**Problem**
How many lines in these records hold the string "other"? Reply with the number alone.

======

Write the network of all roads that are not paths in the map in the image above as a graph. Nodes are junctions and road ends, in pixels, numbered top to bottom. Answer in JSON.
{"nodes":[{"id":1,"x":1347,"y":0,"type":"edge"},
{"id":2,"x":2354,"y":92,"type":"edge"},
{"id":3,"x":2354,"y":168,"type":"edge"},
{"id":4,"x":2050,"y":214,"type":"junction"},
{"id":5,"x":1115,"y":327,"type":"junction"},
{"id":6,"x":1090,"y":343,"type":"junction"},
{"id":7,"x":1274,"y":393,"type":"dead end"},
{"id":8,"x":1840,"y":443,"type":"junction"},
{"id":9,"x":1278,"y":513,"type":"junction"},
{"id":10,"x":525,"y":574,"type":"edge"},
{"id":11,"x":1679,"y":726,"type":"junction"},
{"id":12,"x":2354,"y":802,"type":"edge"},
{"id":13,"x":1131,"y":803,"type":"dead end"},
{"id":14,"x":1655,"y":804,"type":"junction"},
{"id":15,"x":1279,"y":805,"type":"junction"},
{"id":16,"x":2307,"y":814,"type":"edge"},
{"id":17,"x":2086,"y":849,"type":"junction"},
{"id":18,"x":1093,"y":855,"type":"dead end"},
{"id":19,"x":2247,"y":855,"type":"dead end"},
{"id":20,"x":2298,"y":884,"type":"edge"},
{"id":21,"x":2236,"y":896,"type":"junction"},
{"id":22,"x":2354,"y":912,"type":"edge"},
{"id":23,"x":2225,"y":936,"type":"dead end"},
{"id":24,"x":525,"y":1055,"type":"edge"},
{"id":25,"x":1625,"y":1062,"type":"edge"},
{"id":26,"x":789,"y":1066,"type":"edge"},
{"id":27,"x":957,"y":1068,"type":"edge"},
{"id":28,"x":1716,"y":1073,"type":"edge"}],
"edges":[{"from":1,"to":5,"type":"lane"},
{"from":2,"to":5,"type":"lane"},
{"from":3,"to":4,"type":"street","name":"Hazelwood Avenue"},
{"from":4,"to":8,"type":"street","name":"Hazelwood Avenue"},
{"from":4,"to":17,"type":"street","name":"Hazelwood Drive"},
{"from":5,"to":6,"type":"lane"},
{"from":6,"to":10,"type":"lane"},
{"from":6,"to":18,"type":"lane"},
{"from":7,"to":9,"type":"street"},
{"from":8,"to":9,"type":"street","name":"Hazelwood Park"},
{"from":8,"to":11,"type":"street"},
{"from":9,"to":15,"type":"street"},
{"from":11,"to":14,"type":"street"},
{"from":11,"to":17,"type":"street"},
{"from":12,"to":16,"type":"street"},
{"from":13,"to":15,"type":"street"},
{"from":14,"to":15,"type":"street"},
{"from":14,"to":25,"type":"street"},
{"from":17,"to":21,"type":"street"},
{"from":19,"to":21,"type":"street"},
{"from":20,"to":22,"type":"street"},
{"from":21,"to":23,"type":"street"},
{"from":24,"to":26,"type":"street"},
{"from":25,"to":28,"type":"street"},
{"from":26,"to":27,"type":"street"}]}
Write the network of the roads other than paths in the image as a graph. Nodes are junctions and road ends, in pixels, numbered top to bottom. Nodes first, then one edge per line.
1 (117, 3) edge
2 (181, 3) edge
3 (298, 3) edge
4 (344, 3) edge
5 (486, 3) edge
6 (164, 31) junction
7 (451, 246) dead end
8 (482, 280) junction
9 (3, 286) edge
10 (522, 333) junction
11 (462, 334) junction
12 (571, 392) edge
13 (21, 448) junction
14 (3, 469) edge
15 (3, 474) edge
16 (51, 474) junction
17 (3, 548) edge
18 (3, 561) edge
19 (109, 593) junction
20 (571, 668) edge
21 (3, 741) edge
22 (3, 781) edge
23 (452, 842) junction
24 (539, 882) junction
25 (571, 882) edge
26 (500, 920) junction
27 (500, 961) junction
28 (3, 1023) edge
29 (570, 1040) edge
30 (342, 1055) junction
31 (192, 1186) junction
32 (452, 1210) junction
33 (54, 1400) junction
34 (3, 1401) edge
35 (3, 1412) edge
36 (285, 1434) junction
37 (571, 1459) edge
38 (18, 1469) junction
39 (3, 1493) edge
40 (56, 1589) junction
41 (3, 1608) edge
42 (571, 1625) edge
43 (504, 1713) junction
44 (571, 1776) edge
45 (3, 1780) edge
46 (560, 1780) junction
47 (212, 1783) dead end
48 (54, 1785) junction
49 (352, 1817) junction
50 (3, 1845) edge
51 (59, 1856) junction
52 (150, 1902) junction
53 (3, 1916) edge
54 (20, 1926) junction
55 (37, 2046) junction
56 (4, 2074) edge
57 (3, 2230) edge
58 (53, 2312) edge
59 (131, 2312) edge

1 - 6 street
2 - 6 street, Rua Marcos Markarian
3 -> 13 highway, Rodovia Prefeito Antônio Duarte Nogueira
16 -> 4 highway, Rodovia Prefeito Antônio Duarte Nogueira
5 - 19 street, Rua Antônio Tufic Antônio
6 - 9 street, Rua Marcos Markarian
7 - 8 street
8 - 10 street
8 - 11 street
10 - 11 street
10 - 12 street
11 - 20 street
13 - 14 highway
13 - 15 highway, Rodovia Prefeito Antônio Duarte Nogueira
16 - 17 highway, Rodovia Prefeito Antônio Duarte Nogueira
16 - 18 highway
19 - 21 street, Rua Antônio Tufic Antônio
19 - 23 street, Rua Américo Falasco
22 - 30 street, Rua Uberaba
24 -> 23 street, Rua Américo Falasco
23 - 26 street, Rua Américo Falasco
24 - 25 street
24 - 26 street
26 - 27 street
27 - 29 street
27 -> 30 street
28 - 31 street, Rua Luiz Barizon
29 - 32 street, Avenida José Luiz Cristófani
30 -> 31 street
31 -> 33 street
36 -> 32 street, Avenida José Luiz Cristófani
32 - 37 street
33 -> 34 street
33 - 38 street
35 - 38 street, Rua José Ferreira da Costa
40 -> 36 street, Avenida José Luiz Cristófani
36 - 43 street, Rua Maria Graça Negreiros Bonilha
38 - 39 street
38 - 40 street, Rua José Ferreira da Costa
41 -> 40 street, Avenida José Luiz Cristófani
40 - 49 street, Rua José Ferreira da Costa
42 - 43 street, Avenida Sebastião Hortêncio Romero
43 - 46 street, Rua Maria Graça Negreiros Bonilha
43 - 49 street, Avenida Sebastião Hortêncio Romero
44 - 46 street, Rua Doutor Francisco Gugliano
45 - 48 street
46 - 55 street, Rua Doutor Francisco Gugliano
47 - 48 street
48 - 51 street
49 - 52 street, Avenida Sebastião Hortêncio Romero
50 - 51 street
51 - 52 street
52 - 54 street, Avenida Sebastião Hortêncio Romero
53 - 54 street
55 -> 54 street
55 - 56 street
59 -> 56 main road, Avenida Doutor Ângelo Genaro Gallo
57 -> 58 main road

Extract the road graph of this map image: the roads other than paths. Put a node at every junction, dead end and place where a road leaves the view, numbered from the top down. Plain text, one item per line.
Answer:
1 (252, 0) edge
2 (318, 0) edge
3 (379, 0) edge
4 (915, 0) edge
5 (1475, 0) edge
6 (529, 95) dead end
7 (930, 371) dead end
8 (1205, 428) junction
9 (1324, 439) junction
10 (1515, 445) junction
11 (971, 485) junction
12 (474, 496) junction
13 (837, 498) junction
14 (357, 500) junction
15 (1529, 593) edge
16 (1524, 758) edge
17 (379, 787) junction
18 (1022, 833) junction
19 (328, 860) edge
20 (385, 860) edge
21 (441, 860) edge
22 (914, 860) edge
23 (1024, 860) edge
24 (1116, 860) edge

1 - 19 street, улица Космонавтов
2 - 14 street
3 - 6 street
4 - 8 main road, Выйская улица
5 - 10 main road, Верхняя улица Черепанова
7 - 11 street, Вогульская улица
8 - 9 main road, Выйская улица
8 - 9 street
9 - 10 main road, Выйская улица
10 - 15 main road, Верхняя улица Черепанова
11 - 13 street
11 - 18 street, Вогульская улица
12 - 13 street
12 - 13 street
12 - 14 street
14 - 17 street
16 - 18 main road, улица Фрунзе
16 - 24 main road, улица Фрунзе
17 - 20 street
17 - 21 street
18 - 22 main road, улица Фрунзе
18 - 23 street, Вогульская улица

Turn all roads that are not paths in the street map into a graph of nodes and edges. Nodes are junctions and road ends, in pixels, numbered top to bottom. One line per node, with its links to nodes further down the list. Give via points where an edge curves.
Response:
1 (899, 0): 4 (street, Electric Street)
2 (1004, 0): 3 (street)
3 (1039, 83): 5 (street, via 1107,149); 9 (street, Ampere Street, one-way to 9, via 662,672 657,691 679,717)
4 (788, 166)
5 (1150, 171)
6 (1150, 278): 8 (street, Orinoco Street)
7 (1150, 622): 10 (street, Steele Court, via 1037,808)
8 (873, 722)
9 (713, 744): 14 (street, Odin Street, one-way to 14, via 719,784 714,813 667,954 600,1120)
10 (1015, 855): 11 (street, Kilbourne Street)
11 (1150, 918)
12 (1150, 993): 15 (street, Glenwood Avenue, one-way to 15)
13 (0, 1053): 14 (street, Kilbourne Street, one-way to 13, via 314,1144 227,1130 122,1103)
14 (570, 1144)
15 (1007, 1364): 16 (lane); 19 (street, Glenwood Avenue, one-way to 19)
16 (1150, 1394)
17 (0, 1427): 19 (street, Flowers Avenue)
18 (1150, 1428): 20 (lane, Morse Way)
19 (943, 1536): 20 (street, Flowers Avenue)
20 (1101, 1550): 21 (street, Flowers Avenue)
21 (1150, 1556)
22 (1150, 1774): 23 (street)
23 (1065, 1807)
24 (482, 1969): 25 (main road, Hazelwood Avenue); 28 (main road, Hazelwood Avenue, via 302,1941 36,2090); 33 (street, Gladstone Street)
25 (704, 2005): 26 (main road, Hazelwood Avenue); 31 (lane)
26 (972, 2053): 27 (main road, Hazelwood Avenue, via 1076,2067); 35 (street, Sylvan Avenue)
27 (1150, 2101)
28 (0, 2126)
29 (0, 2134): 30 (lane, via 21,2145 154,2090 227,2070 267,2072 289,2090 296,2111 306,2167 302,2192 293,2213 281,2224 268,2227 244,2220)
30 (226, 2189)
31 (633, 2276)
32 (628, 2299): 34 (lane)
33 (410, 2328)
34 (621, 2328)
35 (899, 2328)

======

**Answer to this exercise**
2